One of the most common reasons patients seek medical care is due to pain. I know this from personal experience as a large number of patients who visit my clinical practice are in pain.  Approximately 40% of adults in the United States are suffering from chronic pain, with an estimated annual cost of up to $635 billion.1 Being in pain can significantly damage your quality of life and interfere with both physical and mental activities. You often are unable to do the things you love to do and your work productivity may suffer. Conventional medicine’s answer to pain is often a prescription to opioid drugs. In chapter 2 of this book, I briefly touched upon the dangers of opioid side effects and addiction.

By contrast, phytocannabinoids like CBD are safer and aren’t addictive. The CBreceptor is found throughout many areas of the body but its expression is weak in brain stem regions that control respiration. Since cannabinoids work through this receptor, the potentially fatal respiratory depression that occurs with opioid drugs does not occur with cannabinoids.2 Cannabinoids like CBD also reduce opioid tolerance and dependence.3

New research indicates that CBD actually allows people to eliminate or reduce their use of opioids. In an eight-week study, researchers investigated 97 patients between 30 and 65 years old who suffered from chronic pain who had been on opioids for at least one year.4 More than half of the chronic pain patients (53%) reduced or eliminated opioid use within eight weeks after beginning supplementation with CBD-rich hemp extract. Quality of life improved in nearly all CBD users (94%). The participants taking the CBD-rich hemp extract experienced significantly improved sleep and reduced pain severity. Unlike opioids, CBD is not addictive and is therefore a safer alternative.5


CBD and Joint Pain

Osteoarthritis (OA) is a disease that leads to joint degeneration, intermittent inflammation, and peripheral neuropathy (nerve pain). There’s a lot of logical reasons why CBD would be effective for sore, stiff joints. For example, receptors responsive to cannabinoids, including  CB1, CB2, GPR55, PPARα, and PPARγ, are located on human joint cartilage from people who have osteoarthritis symptoms.6 Cartilage cells from OA-affected joints express a wide range of cannabinoid receptors.6 This suggests that cartilage cells can respond to cannabinoids like CBD. What’s more, osteoarthritis leads to a combination of inflammatory, nociceptive, and neuropathic pain.7 Most pain is nociceptive pain. It refers to the type of pain that results from injury to body tissues. The endocannabinoid system reduces nociceptive as well as the other two types of OA-related pain.7

A number of animal studies have investigated the role of CBD in managing pain from osteoarthritis and rheumatoid arthritis. In one of these studies, researchers investigated whether CBD could relieve osteoarthritis-related pain.8 They also studied whether CBD could support a healthy inflammatory response and stop the development of OA-related pain and joint neuropathy. The scientists induced OA in male rats and then observed the effects of injecting CBD into the animals’ joints. In end-stage OA, CBD dose-dependently improved measures of joint health. CBD also reduced transient joint inflammation.  Prophylactic administration of CBD before the disease was at its worst stopped the development of later joint pain and protected nerve health. The researchers concluded, “These findings suggest that CBD may be a safe, useful therapeutic for treating OA joint neuropathic pain.”

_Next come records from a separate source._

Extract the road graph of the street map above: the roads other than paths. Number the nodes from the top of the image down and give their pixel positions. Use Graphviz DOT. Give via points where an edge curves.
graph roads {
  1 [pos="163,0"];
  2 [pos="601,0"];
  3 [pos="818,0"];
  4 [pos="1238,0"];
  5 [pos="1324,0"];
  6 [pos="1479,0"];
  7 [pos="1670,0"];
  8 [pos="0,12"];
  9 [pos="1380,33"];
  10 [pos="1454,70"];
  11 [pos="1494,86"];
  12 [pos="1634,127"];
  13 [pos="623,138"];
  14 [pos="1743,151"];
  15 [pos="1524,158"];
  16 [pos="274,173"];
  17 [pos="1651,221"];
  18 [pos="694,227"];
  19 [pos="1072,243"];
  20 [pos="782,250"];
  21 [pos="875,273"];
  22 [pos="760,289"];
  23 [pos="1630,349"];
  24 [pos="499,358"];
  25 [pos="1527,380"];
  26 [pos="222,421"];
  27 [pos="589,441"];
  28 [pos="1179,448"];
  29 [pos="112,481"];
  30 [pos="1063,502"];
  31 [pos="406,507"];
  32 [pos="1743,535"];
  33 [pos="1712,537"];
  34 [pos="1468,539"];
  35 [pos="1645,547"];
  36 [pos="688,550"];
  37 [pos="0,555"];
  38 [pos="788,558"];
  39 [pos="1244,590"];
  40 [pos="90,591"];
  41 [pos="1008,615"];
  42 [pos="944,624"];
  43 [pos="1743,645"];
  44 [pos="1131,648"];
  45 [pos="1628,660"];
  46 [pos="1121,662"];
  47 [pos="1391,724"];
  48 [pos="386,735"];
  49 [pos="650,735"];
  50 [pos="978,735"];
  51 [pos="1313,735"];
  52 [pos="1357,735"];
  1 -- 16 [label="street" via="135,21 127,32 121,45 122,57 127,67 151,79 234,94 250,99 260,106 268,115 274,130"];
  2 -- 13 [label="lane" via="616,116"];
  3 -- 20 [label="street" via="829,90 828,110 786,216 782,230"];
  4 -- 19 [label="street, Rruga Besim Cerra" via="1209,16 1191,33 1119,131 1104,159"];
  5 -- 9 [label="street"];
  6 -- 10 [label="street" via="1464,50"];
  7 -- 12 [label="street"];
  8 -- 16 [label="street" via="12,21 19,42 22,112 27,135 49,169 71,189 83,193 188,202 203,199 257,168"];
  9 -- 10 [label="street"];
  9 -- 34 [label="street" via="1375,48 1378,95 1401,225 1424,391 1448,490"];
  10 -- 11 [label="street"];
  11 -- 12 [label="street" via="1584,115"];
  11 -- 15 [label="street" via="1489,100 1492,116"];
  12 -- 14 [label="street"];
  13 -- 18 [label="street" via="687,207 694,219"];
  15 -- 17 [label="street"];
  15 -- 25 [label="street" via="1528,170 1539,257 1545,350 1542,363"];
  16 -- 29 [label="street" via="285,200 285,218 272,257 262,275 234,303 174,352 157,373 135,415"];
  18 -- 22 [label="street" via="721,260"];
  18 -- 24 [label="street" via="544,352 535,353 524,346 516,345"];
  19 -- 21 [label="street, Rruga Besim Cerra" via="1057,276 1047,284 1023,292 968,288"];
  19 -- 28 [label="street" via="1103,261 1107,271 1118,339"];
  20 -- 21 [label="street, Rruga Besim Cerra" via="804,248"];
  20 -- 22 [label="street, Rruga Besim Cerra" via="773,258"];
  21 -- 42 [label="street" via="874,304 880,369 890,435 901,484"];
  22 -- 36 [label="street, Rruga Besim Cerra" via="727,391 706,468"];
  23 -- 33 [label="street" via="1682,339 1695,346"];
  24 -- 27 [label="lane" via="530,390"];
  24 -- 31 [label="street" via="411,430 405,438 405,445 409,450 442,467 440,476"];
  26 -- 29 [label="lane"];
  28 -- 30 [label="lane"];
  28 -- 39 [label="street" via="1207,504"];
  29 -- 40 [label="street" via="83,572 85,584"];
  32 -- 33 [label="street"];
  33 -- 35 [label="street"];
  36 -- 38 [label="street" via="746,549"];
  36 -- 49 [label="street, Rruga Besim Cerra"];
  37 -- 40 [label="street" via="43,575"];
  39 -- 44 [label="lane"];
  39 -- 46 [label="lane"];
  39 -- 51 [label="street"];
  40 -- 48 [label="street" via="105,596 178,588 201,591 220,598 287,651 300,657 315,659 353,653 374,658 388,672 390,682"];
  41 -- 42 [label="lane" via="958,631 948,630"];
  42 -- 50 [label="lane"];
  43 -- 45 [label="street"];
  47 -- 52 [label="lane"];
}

Additional research strongly suggests CBD has a role to play in supporting joint health during rheumatoid arthritis. In an animal model of rheumatoid arthritis, CBD injected at 5 mg/kg per day or 25 mg/kg per day orally led to clinical improvement and protection against severe joint damage.9 It also supported healthy levels of inflammatory markers both in cell culture and in mice. According to the scientists, “Taken together, these data show that CBD, through its combined immunosuppressive and anti-inflammatory actions, has a potent anti-arthritic effect” in an animal model of rheumatoid arthritis.


CBD and Nerve Pain

Neuropathic pain is a form of chronic pain that occurs due to damage to the central or peripheral nervous systems. This type of pain is caused by physical trauma such as from accidents, surgery, or stroke, diseases like diabetes, cancer, and immune conditions, and certain medications such as cancer chemotherapy drugs. It is a severe, abnormal pain that often is triggered even when there is no stimulus or in the presence of normally harmless stimuli such as a light touch or stroking (like that which occurs when putting on clothing). Mild temperature changes, such as those that occur when you shower, can also trigger a painful response. Neuropathic pain is also linked to accompanying mental disturbances such as depression, anxiety, sleep problems, and less social interactions with family and friends.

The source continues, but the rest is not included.